Brief
Show all lines from the data that include the word "Javier".

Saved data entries
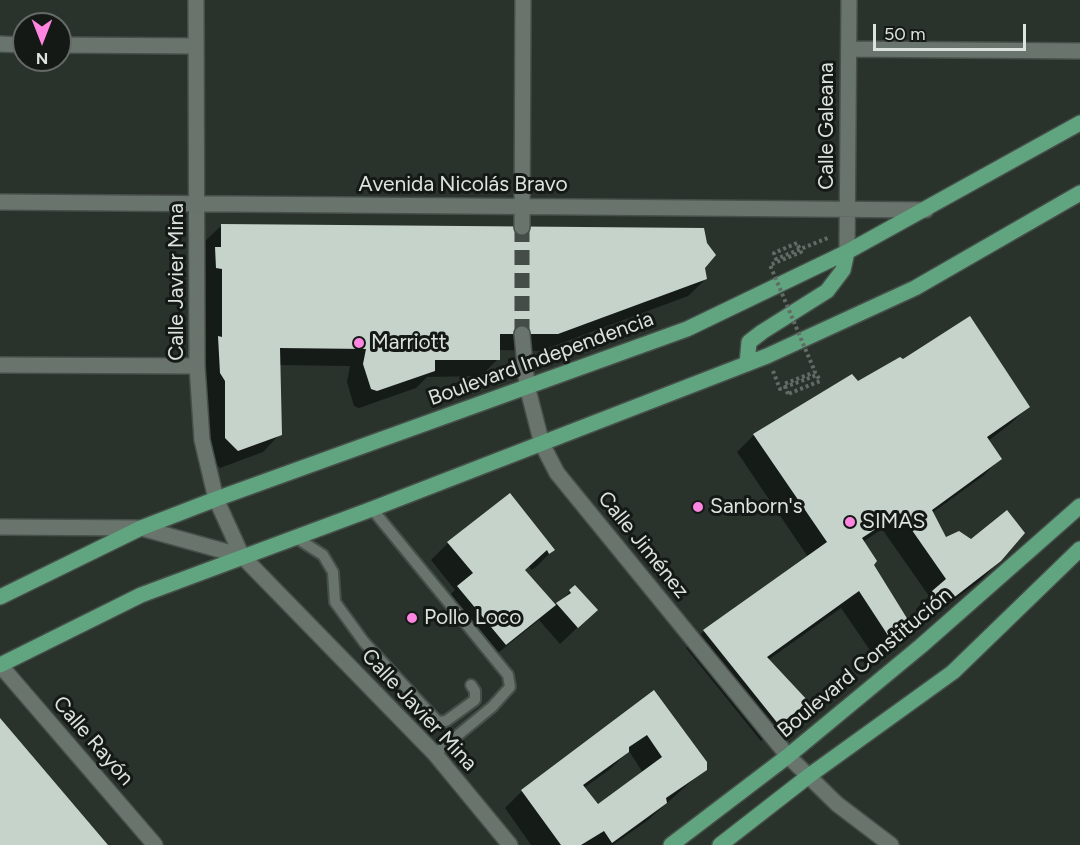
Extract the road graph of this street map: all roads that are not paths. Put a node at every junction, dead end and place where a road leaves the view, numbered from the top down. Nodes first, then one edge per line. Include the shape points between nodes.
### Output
1 (196, 0) edge
2 (523, 0) edge
3 (849, 0) edge
4 (72, 45) edge
5 (195, 46) junction
6 (849, 49) junction
7 (1080, 51) edge
8 (1080, 123) edge
9 (1080, 193) edge
10 (0, 202) edge
11 (199, 204) junction
12 (522, 206) junction
13 (848, 209) junction
14 (926, 210) junction
15 (522, 227) tunnel mouth
16 (847, 252) junction
17 (522, 334) tunnel mouth
18 (747, 364) junction
19 (0, 365) edge
20 (197, 366) junction
21 (527, 386) junction
22 (542, 444) junction
23 (216, 499) junction
24 (1080, 506) edge
25 (372, 509) junction
26 (0, 527) edge
27 (141, 528) junction
28 (295, 537) junction
29 (1078, 552) edge
30 (242, 556) junction
31 (0, 597) edge
32 (0, 665) edge
33 (471, 685) dead end
34 (435, 754) junction
35 (788, 756) junction
36 (810, 775) junction
37 (155, 845) edge
38 (510, 845) edge
39 (671, 845) edge
40 (720, 845) edge
41 (891, 845) edge

1 - 5 street, Calle Javier Mina
2 - 12 street
3 - 6 street, Calle Galeana
4 - 5 street
5 - 11 street, Calle Javier Mina
6 - 7 street
6 - 13 street, Calle Galeana
8 - 14 main road, Boulevard Independencia
9 - 18 main road via 915,288
10 - 11 street, Avenida Nicolás Bravo
11 - 12 street, Avenida Nicolás Bravo
11 - 20 street, Calle Javier Mina
12 - 13 street, Avenida Nicolás Bravo
12 - 15 street
13 - 14 street, Avenida Nicolás Bravo
13 - 16 street, Calle Galeana
14 - 16 main road, Boulevard Independencia
16 - 18 main road via 843,270 827,291 749,342
16 - 21 main road, Boulevard Independencia via 687,329
17 - 21 street, Calle Jiménez
18 - 22 main road
19 - 20 street
20 - 23 street, Calle Javier Mina via 202,440
21 - 22 street, Calle Jiménez
21 - 23 main road, Boulevard Independencia
22 - 25 main road
22 - 35 street, Calle Jiménez via 557,473
23 - 27 main road, Boulevard Independencia
23 - 30 street, Calle Javier Mina
24 - 35 main road, Boulevard Constitución
25 - 28 main road
25 - 34 lane via 508,675 510,687 492,707
26 - 27 street
27 - 30 street
27 - 31 main road, Boulevard Independencia
28 - 30 main road
28 - 33 lane via 323,555 333,572 335,602 364,642 438,722 446,721 475,700
29 - 36 main road via 953,672
30 - 32 main road via 141,595
30 - 34 street, Calle Javier Mina
32 - 37 street, Calle Rayón
34 - 38 street, Calle Javier Mina
35 - 36 street, Calle Jiménez
35 - 39 main road, Boulevard Constitución
36 - 40 main road
36 - 41 street, Calle Jiménez via 837,804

Result for this task
1 - 5 street, Calle Javier Mina
5 - 11 street, Calle Javier Mina
11 - 20 street, Calle Javier Mina
20 - 23 street, Calle Javier Mina via 202,440
23 - 30 street, Calle Javier Mina
30 - 34 street, Calle Javier Mina
34 - 38 street, Calle Javier Mina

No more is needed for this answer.